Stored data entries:
=======

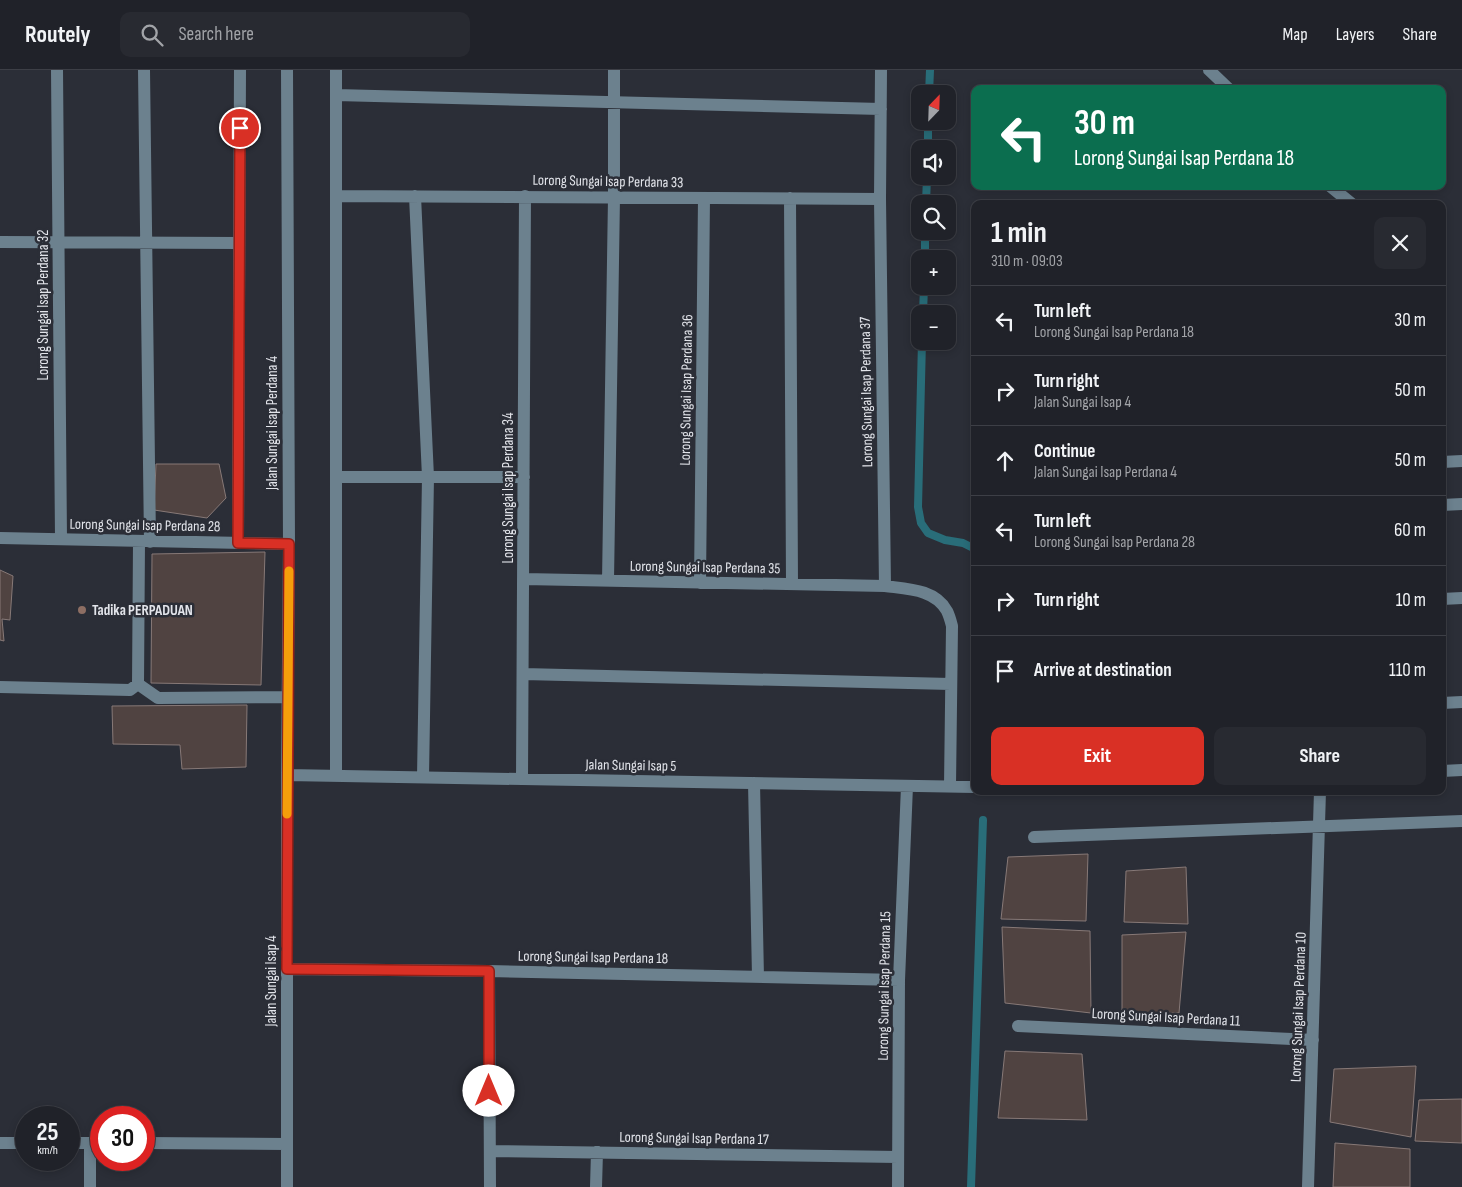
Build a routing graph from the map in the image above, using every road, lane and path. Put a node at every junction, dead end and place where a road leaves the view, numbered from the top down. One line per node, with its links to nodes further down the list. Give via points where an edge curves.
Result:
1 (57, 70): 23 (street, Lorong Sungai Isap Perdana 32)
2 (144, 70): 24 (street)
3 (240, 70): 25 (street)
4 (287, 70): 37 (street, Jalan Sungai Isap Perdana 4)
5 (336, 70): 10 (street)
6 (614, 70): 11 (street)
7 (881, 70): 12 (street, Lorong Sungai Isap Perdana 37)
8 (1209, 70): 9 (street)
9 (1225, 85)
10 (336, 95): 11 (street); 14 (street)
11 (614, 102): 12 (street); 17 (street)
12 (881, 108): 20 (street, Lorong Sungai Isap Perdana 37)
13 (1335, 190): 21 (street)
14 (336, 196): 15 (street, Lorong Sungai Isap Perdana 33); 28 (street)
15 (415, 196): 16 (street, Lorong Sungai Isap Perdana 33); 29 (street)
16 (525, 196): 17 (street, Lorong Sungai Isap Perdana 33); 30 (street, Lorong Sungai Isap Perdana 34)
17 (614, 197): 18 (street, Lorong Sungai Isap Perdana 33); 39 (street)
18 (704, 198): 19 (street, Lorong Sungai Isap Perdana 33); 40 (street, Lorong Sungai Isap Perdana 36)
19 (790, 198): 20 (street, Lorong Sungai Isap Perdana 33); 41 (street)
20 (880, 199): 42 (street, Lorong Sungai Isap Perdana 37)
21 (1347, 200)
22 (0, 242): 23 (street)
23 (58, 242): 24 (street); 34 (street, Lorong Sungai Isap Perdana 32)
24 (146, 243): 25 (street); 35 (street)
25 (239, 243): 36 (street)
26 (1462, 461): 27 (street)
27 (1446, 462)
28 (336, 477): 29 (street); 55 (street)
29 (428, 477): 30 (street); 56 (street)
30 (524, 477): 38 (street, Lorong Sungai Isap Perdana 34)
31 (1462, 504): 32 (street)
32 (1446, 505)
33 (0, 538): 34 (street, Lorong Sungai Isap Perdana 28)
34 (61, 539): 35 (street, Lorong Sungai Isap Perdana 28)
35 (144, 542): 36 (street, Lorong Sungai Isap Perdana 28); 46 (street)
36 (238, 543): 37 (street, Lorong Sungai Isap Perdana 28)
37 (289, 544): 49 (street, Jalan Sungai Isap Perdana 4)
38 (524, 579): 39 (street, Lorong Sungai Isap Perdana 35); 45 (street, Lorong Sungai Isap Perdana 34)
39 (608, 581): 40 (street, Lorong Sungai Isap Perdana 35)
40 (700, 583): 41 (street, Lorong Sungai Isap Perdana 35)
41 (792, 584): 42 (street, Lorong Sungai Isap Perdana 35)
42 (885, 586): 47 (street, Lorong Sungai Isap Perdana 35, via 925,593 939,601 947,611 952,626)
43 (1462, 598): 44 (street)
44 (1446, 599)
45 (523, 674): 47 (street); 57 (street, Lorong Sungai Isap Perdana 34)
46 (138, 684): 48 (street, via 130,690); 49 (street, via 158,698)
47 (951, 684): 60 (street, Lorong Sungai Isap Perdana 35)
48 (0, 687)
49 (288, 697): 54 (street, Jalan Sungai Isap Perdana 4)
50 (1462, 702): 51 (street)
51 (1446, 703)
52 (1462, 770): 53 (street)
53 (1446, 771)
54 (287, 775): 55 (street, Jalan Sungai Isap 5); 66 (street, Jalan Sungai Isap 4)
55 (336, 776): 56 (street, Jalan Sungai Isap 5)
56 (423, 777): 57 (street, Jalan Sungai Isap 5)
57 (522, 779): 58 (street, Jalan Sungai Isap 5)
58 (754, 783): 59 (street, Jalan Sungai Isap 5); 68 (street)
59 (907, 786): 60 (street, Jalan Sungai Isap 5); 69 (street, Lorong Sungai Isap Perdana 15)
60 (950, 786): 61 (street, Jalan Sungai Isap 5)
61 (971, 787)
62 (1320, 795): 64 (street, Lorong Sungai Isap Perdana 10)
63 (1462, 821): 64 (street)
64 (1319, 827): 65 (street); 71 (street, Lorong Sungai Isap Perdana 10)
65 (1034, 838)
66 (287, 969): 67 (street, Lorong Sungai Isap Perdana 18); 75 (street, Jalan Sungai Isap 4)
67 (489, 971): 68 (street, Lorong Sungai Isap Perdana 18); 76 (street)
68 (758, 977): 69 (street, Lorong Sungai Isap Perdana 18)
69 (899, 980): 78 (street, Lorong Sungai Isap Perdana 15)
70 (1018, 1026): 71 (street, Lorong Sungai Isap Perdana 11)
71 (1313, 1040): 85 (street, Lorong Sungai Isap Perdana 10)
72 (0, 1143): 73 (street)
73 (15, 1143)
74 (155, 1144): 75 (street)
75 (287, 1144): 81 (street, Jalan Sungai Isap 4)
76 (490, 1151): 77 (street, Lorong Sungai Isap Perdana 17); 82 (street)
77 (597, 1152): 78 (street, Lorong Sungai Isap Perdana 17); 83 (street)
78 (898, 1157): 84 (street, Lorong Sungai Isap Perdana 15)
79 (92, 1171): 80 (street)
80 (90, 1187)
81 (287, 1187)
82 (490, 1187)
83 (596, 1187)
84 (898, 1187)
85 (1308, 1187)

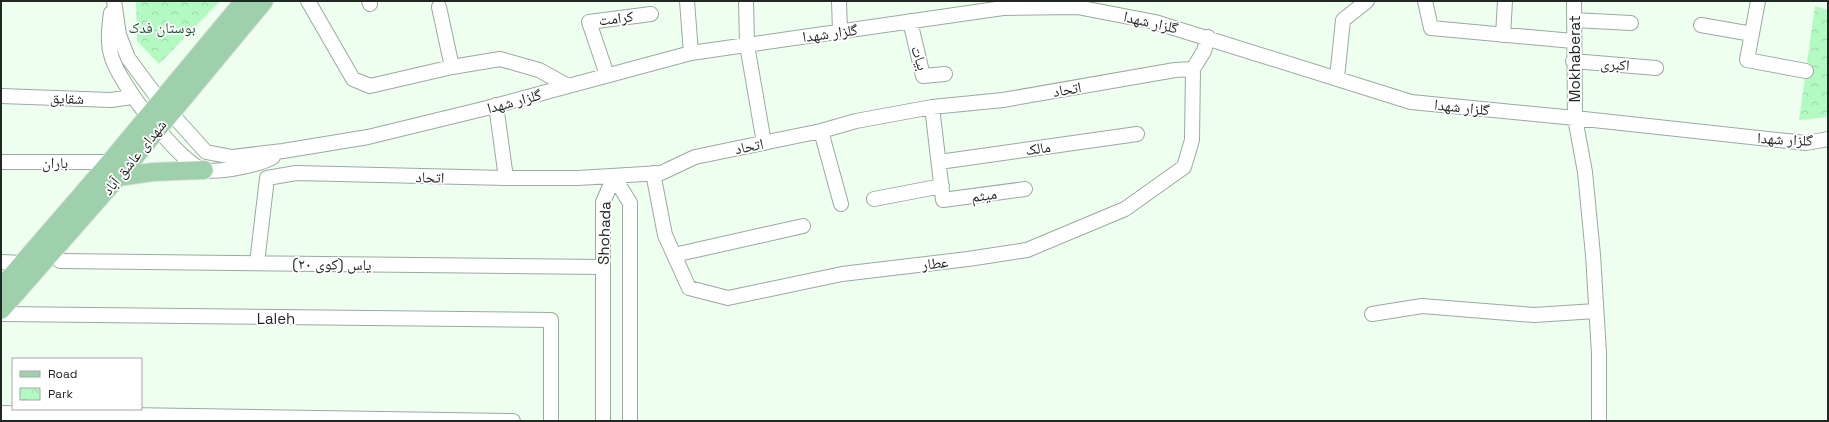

=======

### Work to be completed
All entries need repeating exactly, but without the pictures.

### Exercise result
Build a routing graph from the map in the image above, using every road, lane and path. Put a node at every junction, dead end and place where a road leaves the view, numbered from the top down. One line per node, with its links to nodes further down the list. Give via points where an edge curves.
Result:
1 (57, 70): 23 (street, Lorong Sungai Isap Perdana 32)
2 (144, 70): 24 (street)
3 (240, 70): 25 (street)
4 (287, 70): 37 (street, Jalan Sungai Isap Perdana 4)
5 (336, 70): 10 (street)
6 (614, 70): 11 (street)
7 (881, 70): 12 (street, Lorong Sungai Isap Perdana 37)
8 (1209, 70): 9 (street)
9 (1225, 85)
10 (336, 95): 11 (street); 14 (street)
11 (614, 102): 12 (street); 17 (street)
12 (881, 108): 20 (street, Lorong Sungai Isap Perdana 37)
13 (1335, 190): 21 (street)
14 (336, 196): 15 (street, Lorong Sungai Isap Perdana 33); 28 (street)
15 (415, 196): 16 (street, Lorong Sungai Isap Perdana 33); 29 (street)
16 (525, 196): 17 (street, Lorong Sungai Isap Perdana 33); 30 (street, Lorong Sungai Isap Perdana 34)
17 (614, 197): 18 (street, Lorong Sungai Isap Perdana 33); 39 (street)
18 (704, 198): 19 (street, Lorong Sungai Isap Perdana 33); 40 (street, Lorong Sungai Isap Perdana 36)
19 (790, 198): 20 (street, Lorong Sungai Isap Perdana 33); 41 (street)
20 (880, 199): 42 (street, Lorong Sungai Isap Perdana 37)
21 (1347, 200)
22 (0, 242): 23 (street)
23 (58, 242): 24 (street); 34 (street, Lorong Sungai Isap Perdana 32)
24 (146, 243): 25 (street); 35 (street)
25 (239, 243): 36 (street)
26 (1462, 461): 27 (street)
27 (1446, 462)
28 (336, 477): 29 (street); 55 (street)
29 (428, 477): 30 (street); 56 (street)
30 (524, 477): 38 (street, Lorong Sungai Isap Perdana 34)
31 (1462, 504): 32 (street)
32 (1446, 505)
33 (0, 538): 34 (street, Lorong Sungai Isap Perdana 28)
34 (61, 539): 35 (street, Lorong Sungai Isap Perdana 28)
35 (144, 542): 36 (street, Lorong Sungai Isap Perdana 28); 46 (street)
36 (238, 543): 37 (street, Lorong Sungai Isap Perdana 28)
37 (289, 544): 49 (street, Jalan Sungai Isap Perdana 4)
38 (524, 579): 39 (street, Lorong Sungai Isap Perdana 35); 45 (street, Lorong Sungai Isap Perdana 34)
39 (608, 581): 40 (street, Lorong Sungai Isap Perdana 35)
40 (700, 583): 41 (street, Lorong Sungai Isap Perdana 35)
41 (792, 584): 42 (street, Lorong Sungai Isap Perdana 35)
42 (885, 586): 47 (street, Lorong Sungai Isap Perdana 35, via 925,593 939,601 947,611 952,626)
43 (1462, 598): 44 (street)
44 (1446, 599)
45 (523, 674): 47 (street); 57 (street, Lorong Sungai Isap Perdana 34)
46 (138, 684): 48 (street, via 130,690); 49 (street, via 158,698)
47 (951, 684): 60 (street, Lorong Sungai Isap Perdana 35)
48 (0, 687)
49 (288, 697): 54 (street, Jalan Sungai Isap Perdana 4)
50 (1462, 702): 51 (street)
51 (1446, 703)
52 (1462, 770): 53 (street)
53 (1446, 771)
54 (287, 775): 55 (street, Jalan Sungai Isap 5); 66 (street, Jalan Sungai Isap 4)
55 (336, 776): 56 (street, Jalan Sungai Isap 5)
56 (423, 777): 57 (street, Jalan Sungai Isap 5)
57 (522, 779): 58 (street, Jalan Sungai Isap 5)
58 (754, 783): 59 (street, Jalan Sungai Isap 5); 68 (street)
59 (907, 786): 60 (street, Jalan Sungai Isap 5); 69 (street, Lorong Sungai Isap Perdana 15)
60 (950, 786): 61 (street, Jalan Sungai Isap 5)
61 (971, 787)
62 (1320, 795): 64 (street, Lorong Sungai Isap Perdana 10)
63 (1462, 821): 64 (street)
64 (1319, 827): 65 (street); 71 (street, Lorong Sungai Isap Perdana 10)
65 (1034, 838)
66 (287, 969): 67 (street, Lorong Sungai Isap Perdana 18); 75 (street, Jalan Sungai Isap 4)
67 (489, 971): 68 (street, Lorong Sungai Isap Perdana 18); 76 (street)
68 (758, 977): 69 (street, Lorong Sungai Isap Perdana 18)
69 (899, 980): 78 (street, Lorong Sungai Isap Perdana 15)
70 (1018, 1026): 71 (street, Lorong Sungai Isap Perdana 11)
71 (1313, 1040): 85 (street, Lorong Sungai Isap Perdana 10)
72 (0, 1143): 73 (street)
73 (15, 1143)
74 (155, 1144): 75 (street)
75 (287, 1144): 81 (street, Jalan Sungai Isap 4)
76 (490, 1151): 77 (street, Lorong Sungai Isap Perdana 17); 82 (street)
77 (597, 1152): 78 (street, Lorong Sungai Isap Perdana 17); 83 (street)
78 (898, 1157): 84 (street, Lorong Sungai Isap Perdana 15)
79 (92, 1171): 80 (street)
80 (90, 1187)
81 (287, 1187)
82 (490, 1187)
83 (596, 1187)
84 (898, 1187)
85 (1308, 1187)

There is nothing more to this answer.